Like the printing press, typewriter, and computer, paper has been a crucial agent for the dissemination of information. This engaging book presents an important new chapter in paper’s history: how its use in Islamic lands during the Middle Ages influenced almost every aspect of medieval life. Focusing on the spread of paper from the early eighth century, when Muslims in West Asia acquired Chinese knowledge of paper and papermaking, to five centuries later, when they transmitted this knowledge to Christians in Spain and Sicily, the book reveals how paper utterly transformed the passing of knowledge and served as a bridge between cultures.

Jonathan Bloom traces the earliest history of paper—how it was invented in China over 2,000 years ago, how it entered the Islamic lands of West Asia and North Africa, and how it spread to northern Europe. He explores the impact of paper on the development of writing, books, mathematics, music, art, architecture, and even cooking. And he discusses why Europe was so quick to adopt paper from the Islamic lands and why the Islamic lands were so slow to accept printing in return. Together the beautifully written text and delightful illustrations (of papermaking techniques and the many uses to which paper was put) give new luster and importance to a now-humble material.

Jonathan M. Bloom, Norma Jean Calderwood University Professor of Islamic and Asian Art at Boston College, is coauthor of The Art and Architecture of Islam, also published by Yale University Press.

Reviews

“A very ambitious book of wide intellectual scope and down-to-earth relevance to the humanities—not just to the study of Islamic culture. It is brimful of ideas and fizzes with life.”—Robert Hillenbrand, University of Edinburgh

“A learned, rich, readable, and provocative work.”—Choice

“A fascinating cultural and historical examination that is beautifully complemented by detailed reproductions of maps and manuscripts.”—Christies (Website)

“Jonathan Bloom traces the history of paper and explores the impact of paper on the development of writing, books, mathematics, music, art, architecture and even cooking, and he discusses why Europe was so quick to adopt paper from the Islamic lands and why the Islamic lands were slow to accept printing in return.”—Discourse

“A refreshing history. . . . Bloom offers a compelling perspective of the humble and indispensable contributions of Islamic culture to Western society.”—Jake Benson, Hand Papermaking

“Paper Before Print is a sumptuous book, beautifully illustrated, lucidly written, and meticulously researched: its bibliography runs to thirteen pages.”—Guy Davenport, Harper’s Magazine

“By taking a technological perspective, Bloom has added greatly to our understanding of how medieval Islamic civilization was so successful, shone so brightly, and was able to advance along a broad front.
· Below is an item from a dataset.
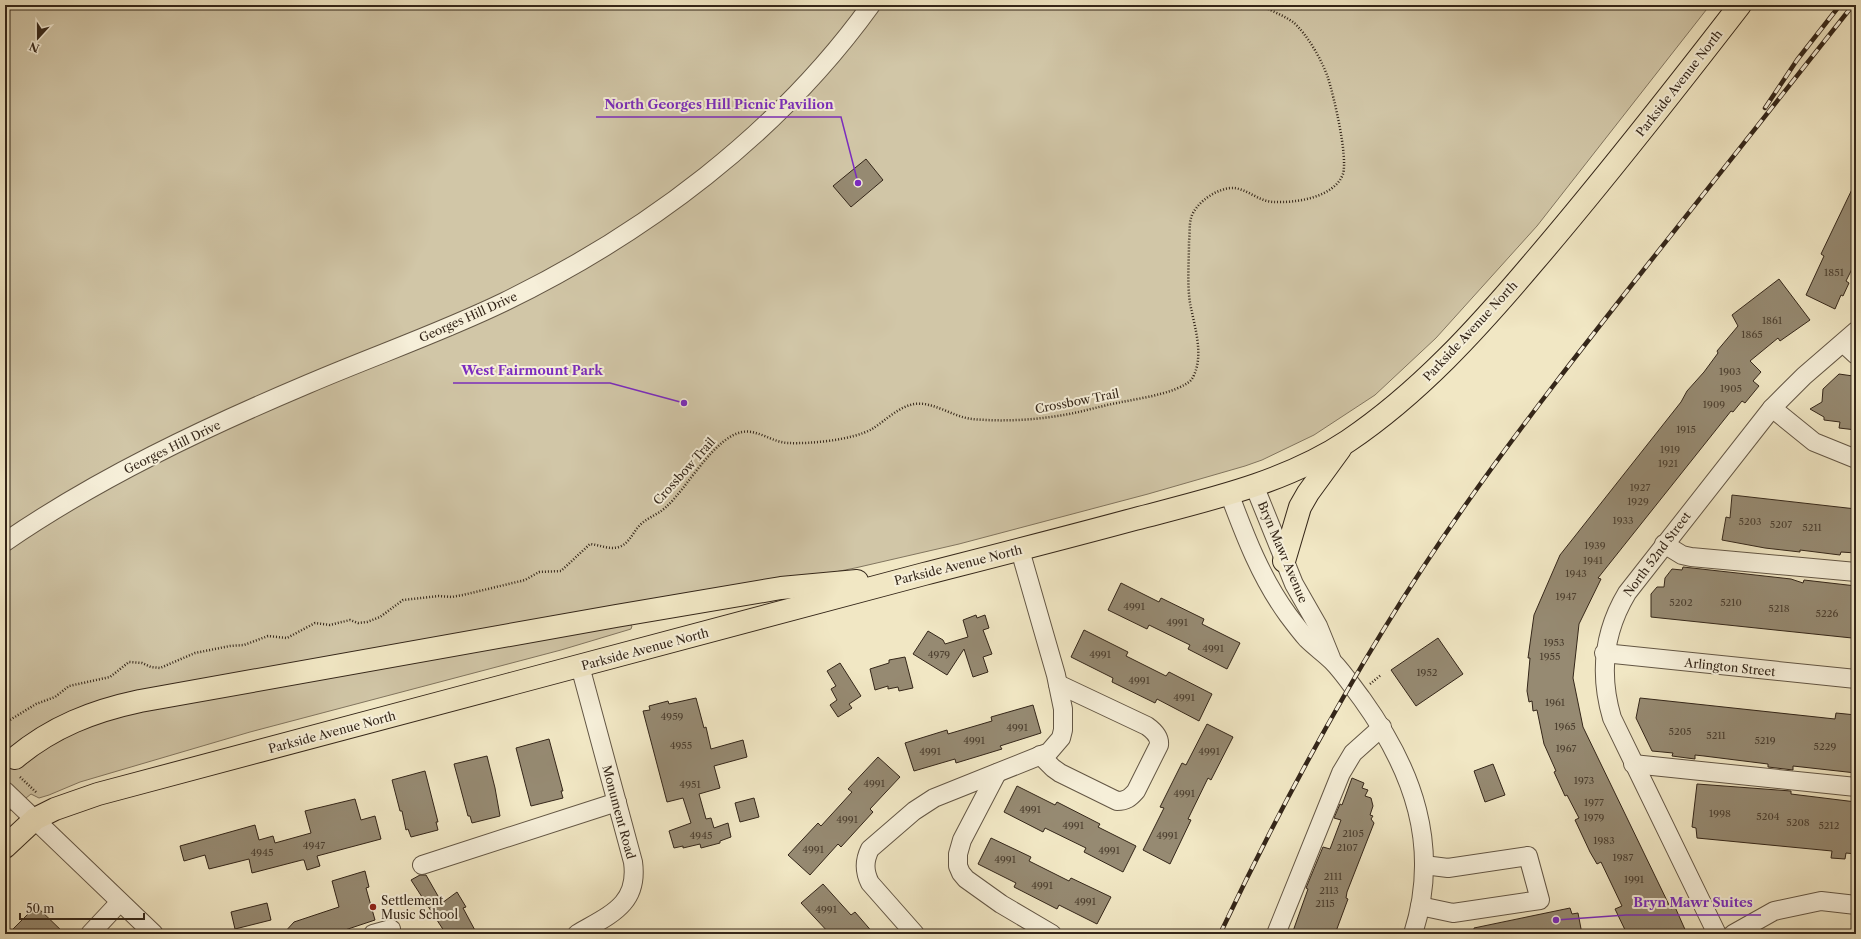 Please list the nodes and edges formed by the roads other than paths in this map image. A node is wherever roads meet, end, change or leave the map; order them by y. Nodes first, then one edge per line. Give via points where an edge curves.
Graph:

The outcome is a fine piece of scholarship, the influence of which should be felt for many years. Yale University Press is to be congratulated, too, for matching this achievement with a well-produced and well-illustrated book that greatly enhances the argument.”—Francis Robinson, Isis

“This book is a comprehensive and analytical view of everything involving paper, including the origins of papermaking and its spread from China to the rest of Afro-Eurasia. The main emphasis, however, is the effect of paper on the medieval Islamic world. . . . The book is lavishly illustrated with hundreds of samples of parchment, papyrus, and paper. The technical information makes the otherwise abstruse production of papyrus, parchment, felt, paper, and molds easier for a non-expert to understand.”—Farid overshadowed, Journal of Interdisciplinary History

“This luxuriously produced and most satisfying history ought to be bought by every self-respecting library and by every lover of books.”—Hazhir Teimourian, Literary Review

“Bloom explores paper’s early evolution and use. . . . Accompanying Bloom’s elegant prose are 48 color plates and 53 b&w illustrations—of maps, illustrated texts of Islamic poetry, pages of the Koran and papermaking techniques.”—Publishers Weekly

“Bloom gives the reader ample reason for a change of mind about the importance of this apparently humble product of human ingenuity. . . . Bloom writes very engagingly, with the odd crinkle of wry wit, drawing together an immense range of materials. . . . This is a beautifully designed and executed volume. . . . Bloom has made a first rate contribution that pays fitting homage to the unpretentious nobility of its subject.”—John Renard, Religion and the Arts

“Paper Before Print asks students of cultural geography to consider the interaction between industry and art. . . . In a history of paper, we are asked to think about traditional art forms and ‘visual literacy,’ communication and calculation, innovation and circulation. These ideas proved, as does paper, the background for an erudite study of Islamic culture that offers readers a chance to question the mechanism of change and explore the impact of an invention ‘overshaadowed’ by its most powerful offspring, printing.”—Christopher Pastore, Sixteenth Century Journal

“Bloom’s book takes a major step forward in paper studies, venturing well beyond technical and production history into the cultural, social, and economic consequences of that history.”—Marianna Shreve Simpson, Speculum

“This is a book of uncommon quality, both in thought and in production. It will equally inform the historian of technology, the Islamicist, and the art historian. . . . It should be recognized as a major contribution to the world history of technology in general. Hats off the Jonathan Bloom.”—Richard W. Bulliet, Technology & Culture

“[Paper before Print] provides a highly readable introduction to a millennium of the civilisation that has enriched half the world.”—Peter Daniels, Times Higher Education Supplement

“Jonathan Bloom writes with an elegant lightness of touch and his arguments, by and large, convince. Paper before Print is beautifully illustrated and produced, a tribute to the art of paper-making in its own right. . . . This book will surely become fundamental to the discussion of Islamic art and literary culture.”—Hugh Kennedy, Times Literary Supplement

Text/Photograph ©http://yalepress.yale.edu/yupbooks/book.asp?isbn=9780300089554

JOC provides access to these materials for educational and research purposes and makes no warranty with regard to their use for other purposes.The written permission of the copyright owners and/or holders of other rights (such as publicity and/or privacy rights) is required for distribution, reproduction, or other use of protected items beyond that allowed by fair use or other statutory exemption.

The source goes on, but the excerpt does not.